◆ Exercise objective ◆
A single stretch of the material below is to be transcribed exactly, starting at the line with "Trace the roads" and ending after the line with "Digitize the connectivity".

+===+

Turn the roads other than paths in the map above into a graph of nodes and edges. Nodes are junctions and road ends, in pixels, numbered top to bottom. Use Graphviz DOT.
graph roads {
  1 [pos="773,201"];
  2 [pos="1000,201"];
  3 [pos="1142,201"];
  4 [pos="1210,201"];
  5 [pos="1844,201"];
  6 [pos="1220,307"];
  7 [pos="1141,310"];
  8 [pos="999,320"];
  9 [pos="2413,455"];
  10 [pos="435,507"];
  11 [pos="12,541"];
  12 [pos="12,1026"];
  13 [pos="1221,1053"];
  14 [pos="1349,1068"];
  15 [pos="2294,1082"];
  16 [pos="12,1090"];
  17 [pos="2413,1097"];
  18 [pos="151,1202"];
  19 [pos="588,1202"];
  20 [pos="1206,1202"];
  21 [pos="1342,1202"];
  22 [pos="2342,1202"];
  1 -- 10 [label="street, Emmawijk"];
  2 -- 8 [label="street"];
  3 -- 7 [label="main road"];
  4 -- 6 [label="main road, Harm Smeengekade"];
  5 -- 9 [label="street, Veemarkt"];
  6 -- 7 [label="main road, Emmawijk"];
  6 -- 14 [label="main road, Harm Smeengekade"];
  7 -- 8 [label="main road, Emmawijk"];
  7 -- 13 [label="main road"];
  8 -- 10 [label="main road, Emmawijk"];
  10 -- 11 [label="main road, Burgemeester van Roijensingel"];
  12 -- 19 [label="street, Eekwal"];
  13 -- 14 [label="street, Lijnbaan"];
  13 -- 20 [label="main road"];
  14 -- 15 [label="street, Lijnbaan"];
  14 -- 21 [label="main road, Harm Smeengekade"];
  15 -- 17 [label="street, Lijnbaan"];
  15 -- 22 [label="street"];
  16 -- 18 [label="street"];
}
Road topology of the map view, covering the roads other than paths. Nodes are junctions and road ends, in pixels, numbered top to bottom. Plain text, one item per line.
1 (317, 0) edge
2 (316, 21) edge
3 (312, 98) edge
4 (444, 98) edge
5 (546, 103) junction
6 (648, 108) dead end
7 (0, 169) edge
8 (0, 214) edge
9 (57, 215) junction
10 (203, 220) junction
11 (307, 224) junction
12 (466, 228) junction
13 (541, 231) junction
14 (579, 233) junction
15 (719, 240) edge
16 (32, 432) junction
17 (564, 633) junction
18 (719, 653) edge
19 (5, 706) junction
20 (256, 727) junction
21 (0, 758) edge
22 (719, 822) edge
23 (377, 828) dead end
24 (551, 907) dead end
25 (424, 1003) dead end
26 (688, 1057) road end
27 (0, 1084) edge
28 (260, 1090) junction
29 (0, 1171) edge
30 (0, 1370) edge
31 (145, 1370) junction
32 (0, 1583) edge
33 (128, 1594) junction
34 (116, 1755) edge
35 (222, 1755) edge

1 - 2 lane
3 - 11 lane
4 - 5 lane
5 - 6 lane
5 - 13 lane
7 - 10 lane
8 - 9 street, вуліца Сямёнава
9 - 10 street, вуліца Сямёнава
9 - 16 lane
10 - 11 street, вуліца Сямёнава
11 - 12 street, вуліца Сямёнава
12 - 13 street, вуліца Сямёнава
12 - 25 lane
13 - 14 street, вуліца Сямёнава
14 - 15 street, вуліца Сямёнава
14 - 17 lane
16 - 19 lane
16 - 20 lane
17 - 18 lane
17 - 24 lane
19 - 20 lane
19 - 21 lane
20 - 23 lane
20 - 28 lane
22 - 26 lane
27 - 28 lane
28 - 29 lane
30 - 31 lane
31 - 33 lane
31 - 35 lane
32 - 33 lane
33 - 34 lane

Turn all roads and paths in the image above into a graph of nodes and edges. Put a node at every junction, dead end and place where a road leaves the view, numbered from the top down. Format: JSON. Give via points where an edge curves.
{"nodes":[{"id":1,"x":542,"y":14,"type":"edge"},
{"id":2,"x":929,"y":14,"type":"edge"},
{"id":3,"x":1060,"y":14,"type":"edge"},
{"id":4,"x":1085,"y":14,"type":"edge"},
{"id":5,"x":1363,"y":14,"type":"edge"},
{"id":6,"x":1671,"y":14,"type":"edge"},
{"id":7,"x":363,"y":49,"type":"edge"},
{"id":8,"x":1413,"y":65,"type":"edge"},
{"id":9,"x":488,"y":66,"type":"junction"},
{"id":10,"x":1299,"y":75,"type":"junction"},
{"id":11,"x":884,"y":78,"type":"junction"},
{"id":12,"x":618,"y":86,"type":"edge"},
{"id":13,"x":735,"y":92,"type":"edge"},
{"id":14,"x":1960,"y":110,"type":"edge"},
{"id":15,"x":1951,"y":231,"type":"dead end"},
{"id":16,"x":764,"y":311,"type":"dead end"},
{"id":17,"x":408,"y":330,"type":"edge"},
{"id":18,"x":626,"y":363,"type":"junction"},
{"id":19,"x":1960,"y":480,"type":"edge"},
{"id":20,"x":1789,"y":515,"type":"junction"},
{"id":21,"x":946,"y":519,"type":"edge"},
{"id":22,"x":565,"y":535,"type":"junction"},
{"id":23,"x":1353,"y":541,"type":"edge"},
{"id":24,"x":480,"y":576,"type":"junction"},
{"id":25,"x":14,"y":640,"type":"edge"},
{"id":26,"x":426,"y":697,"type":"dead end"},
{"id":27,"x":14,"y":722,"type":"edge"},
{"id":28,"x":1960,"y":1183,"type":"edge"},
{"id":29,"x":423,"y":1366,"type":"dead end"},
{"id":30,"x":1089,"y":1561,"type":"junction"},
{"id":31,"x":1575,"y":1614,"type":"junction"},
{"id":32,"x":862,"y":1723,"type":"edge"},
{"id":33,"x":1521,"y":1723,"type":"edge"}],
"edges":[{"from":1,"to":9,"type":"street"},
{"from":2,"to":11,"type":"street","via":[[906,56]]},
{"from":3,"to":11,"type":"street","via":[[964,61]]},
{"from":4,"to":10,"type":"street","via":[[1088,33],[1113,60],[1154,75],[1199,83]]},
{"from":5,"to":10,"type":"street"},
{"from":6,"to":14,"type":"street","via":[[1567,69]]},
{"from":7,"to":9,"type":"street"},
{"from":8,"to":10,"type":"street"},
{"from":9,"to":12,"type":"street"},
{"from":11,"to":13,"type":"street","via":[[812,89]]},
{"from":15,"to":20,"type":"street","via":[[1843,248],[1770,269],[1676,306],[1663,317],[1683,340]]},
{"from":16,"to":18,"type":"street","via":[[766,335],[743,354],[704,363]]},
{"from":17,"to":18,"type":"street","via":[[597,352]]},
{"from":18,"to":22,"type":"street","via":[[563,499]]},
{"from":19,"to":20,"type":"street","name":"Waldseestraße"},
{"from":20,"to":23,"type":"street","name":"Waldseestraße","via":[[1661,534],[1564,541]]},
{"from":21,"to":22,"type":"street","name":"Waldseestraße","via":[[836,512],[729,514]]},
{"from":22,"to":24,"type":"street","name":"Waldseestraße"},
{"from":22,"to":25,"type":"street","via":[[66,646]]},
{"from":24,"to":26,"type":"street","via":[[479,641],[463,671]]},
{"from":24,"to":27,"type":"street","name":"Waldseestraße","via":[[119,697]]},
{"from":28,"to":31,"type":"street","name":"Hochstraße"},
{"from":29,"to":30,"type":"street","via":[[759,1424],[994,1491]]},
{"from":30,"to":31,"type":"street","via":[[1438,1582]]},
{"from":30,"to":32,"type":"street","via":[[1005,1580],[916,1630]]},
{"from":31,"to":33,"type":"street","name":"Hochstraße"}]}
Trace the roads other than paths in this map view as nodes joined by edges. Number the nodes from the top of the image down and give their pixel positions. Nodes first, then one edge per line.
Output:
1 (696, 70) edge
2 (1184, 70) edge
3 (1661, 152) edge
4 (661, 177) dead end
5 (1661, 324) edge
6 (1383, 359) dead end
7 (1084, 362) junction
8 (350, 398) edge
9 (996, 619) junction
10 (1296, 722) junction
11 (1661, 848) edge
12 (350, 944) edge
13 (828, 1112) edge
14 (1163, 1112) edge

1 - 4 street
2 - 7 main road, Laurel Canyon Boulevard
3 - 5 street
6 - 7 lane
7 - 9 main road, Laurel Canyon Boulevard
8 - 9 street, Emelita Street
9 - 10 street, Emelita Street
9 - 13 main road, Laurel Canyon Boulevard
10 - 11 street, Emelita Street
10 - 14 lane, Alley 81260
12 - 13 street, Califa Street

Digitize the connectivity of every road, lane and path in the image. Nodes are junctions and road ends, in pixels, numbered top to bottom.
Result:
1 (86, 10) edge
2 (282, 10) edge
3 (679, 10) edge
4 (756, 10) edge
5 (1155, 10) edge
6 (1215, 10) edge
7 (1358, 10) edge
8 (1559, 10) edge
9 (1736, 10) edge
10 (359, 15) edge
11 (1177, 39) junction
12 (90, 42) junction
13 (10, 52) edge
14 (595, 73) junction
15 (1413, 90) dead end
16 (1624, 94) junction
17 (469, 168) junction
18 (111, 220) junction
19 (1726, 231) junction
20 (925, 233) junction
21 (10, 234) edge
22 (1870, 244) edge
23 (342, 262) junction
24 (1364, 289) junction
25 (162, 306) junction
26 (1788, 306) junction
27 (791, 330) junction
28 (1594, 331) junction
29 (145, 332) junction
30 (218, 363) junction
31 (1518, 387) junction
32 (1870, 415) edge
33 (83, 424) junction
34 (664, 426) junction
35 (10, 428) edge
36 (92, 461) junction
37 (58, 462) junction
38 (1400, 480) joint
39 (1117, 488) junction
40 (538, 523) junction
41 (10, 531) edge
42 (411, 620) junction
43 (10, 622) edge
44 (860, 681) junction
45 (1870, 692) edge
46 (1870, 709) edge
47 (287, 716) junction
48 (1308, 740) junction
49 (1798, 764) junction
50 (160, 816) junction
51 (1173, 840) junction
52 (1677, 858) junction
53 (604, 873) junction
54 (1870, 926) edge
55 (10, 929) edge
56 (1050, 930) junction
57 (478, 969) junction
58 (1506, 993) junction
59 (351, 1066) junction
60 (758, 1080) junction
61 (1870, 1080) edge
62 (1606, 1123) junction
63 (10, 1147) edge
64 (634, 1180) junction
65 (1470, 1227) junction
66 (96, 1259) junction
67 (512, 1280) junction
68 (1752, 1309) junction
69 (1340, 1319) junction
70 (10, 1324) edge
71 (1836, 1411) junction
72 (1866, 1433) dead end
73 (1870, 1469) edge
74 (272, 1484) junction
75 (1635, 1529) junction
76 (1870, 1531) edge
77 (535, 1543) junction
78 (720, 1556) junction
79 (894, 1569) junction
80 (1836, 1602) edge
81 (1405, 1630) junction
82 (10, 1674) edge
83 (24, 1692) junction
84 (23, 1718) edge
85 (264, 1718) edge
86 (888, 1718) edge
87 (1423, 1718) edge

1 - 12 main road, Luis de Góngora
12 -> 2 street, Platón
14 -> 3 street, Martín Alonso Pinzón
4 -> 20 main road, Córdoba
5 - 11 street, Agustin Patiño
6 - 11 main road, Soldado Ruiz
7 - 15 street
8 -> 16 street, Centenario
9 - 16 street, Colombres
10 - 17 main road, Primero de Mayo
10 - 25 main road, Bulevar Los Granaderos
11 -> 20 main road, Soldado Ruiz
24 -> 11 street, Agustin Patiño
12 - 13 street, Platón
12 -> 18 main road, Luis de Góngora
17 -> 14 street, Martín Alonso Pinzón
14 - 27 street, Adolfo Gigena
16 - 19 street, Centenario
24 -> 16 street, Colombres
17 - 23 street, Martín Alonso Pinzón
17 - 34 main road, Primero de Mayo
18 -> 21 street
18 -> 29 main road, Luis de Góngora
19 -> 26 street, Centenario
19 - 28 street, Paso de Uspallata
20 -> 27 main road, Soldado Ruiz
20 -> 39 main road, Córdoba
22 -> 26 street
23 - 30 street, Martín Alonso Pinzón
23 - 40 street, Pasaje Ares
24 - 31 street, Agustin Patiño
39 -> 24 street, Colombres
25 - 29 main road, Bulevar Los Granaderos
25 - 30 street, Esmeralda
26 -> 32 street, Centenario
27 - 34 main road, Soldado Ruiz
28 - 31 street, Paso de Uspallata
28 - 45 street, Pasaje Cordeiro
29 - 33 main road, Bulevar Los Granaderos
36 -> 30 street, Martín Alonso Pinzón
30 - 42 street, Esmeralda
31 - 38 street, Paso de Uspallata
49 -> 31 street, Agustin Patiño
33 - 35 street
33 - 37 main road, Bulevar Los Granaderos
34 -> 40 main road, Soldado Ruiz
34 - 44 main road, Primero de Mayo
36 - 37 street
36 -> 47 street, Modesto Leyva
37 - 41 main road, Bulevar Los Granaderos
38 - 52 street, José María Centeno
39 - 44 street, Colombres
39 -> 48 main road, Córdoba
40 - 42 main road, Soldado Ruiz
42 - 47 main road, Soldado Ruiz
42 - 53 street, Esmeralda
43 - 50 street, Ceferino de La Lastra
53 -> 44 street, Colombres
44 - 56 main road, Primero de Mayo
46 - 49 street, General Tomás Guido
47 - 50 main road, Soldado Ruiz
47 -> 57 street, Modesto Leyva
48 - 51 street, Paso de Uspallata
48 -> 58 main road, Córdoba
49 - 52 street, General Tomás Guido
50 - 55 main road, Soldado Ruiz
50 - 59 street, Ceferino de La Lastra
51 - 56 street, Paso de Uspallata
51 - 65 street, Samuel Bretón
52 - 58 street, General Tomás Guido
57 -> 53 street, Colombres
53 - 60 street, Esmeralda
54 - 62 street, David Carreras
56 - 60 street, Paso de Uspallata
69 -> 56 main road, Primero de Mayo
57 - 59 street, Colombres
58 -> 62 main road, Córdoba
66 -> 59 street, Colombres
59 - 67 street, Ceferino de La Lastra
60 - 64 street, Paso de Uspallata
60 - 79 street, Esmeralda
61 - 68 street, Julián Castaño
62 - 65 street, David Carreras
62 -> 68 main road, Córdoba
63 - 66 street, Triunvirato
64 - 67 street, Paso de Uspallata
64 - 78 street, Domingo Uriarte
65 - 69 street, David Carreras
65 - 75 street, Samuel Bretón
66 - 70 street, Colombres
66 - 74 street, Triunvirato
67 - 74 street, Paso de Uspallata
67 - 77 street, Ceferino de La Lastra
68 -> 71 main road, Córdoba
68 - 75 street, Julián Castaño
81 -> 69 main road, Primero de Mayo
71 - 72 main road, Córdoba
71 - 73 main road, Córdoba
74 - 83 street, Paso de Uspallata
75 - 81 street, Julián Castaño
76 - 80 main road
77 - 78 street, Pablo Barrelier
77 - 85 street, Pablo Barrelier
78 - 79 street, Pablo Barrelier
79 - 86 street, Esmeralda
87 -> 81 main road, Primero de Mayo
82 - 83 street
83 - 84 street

+===+

◆ Expected output ◆
Trace the roads other than paths in this map view as nodes joined by edges. Number the nodes from the top of the image down and give their pixel positions. Nodes first, then one edge per line.
Output:
1 (696, 70) edge
2 (1184, 70) edge
3 (1661, 152) edge
4 (661, 177) dead end
5 (1661, 324) edge
6 (1383, 359) dead end
7 (1084, 362) junction
8 (350, 398) edge
9 (996, 619) junction
10 (1296, 722) junction
11 (1661, 848) edge
12 (350, 944) edge
13 (828, 1112) edge
14 (1163, 1112) edge

1 - 4 street
2 - 7 main road, Laurel Canyon Boulevard
3 - 5 street
6 - 7 lane
7 - 9 main road, Laurel Canyon Boulevard
8 - 9 street, Emelita Street
9 - 10 street, Emelita Street
9 - 13 main road, Laurel Canyon Boulevard
10 - 11 street, Emelita Street
10 - 14 lane, Alley 81260
12 - 13 street, Califa Street

Digitize the connectivity of every road, lane and path in the image. Nodes are junctions and road ends, in pixels, numbered top to bottom.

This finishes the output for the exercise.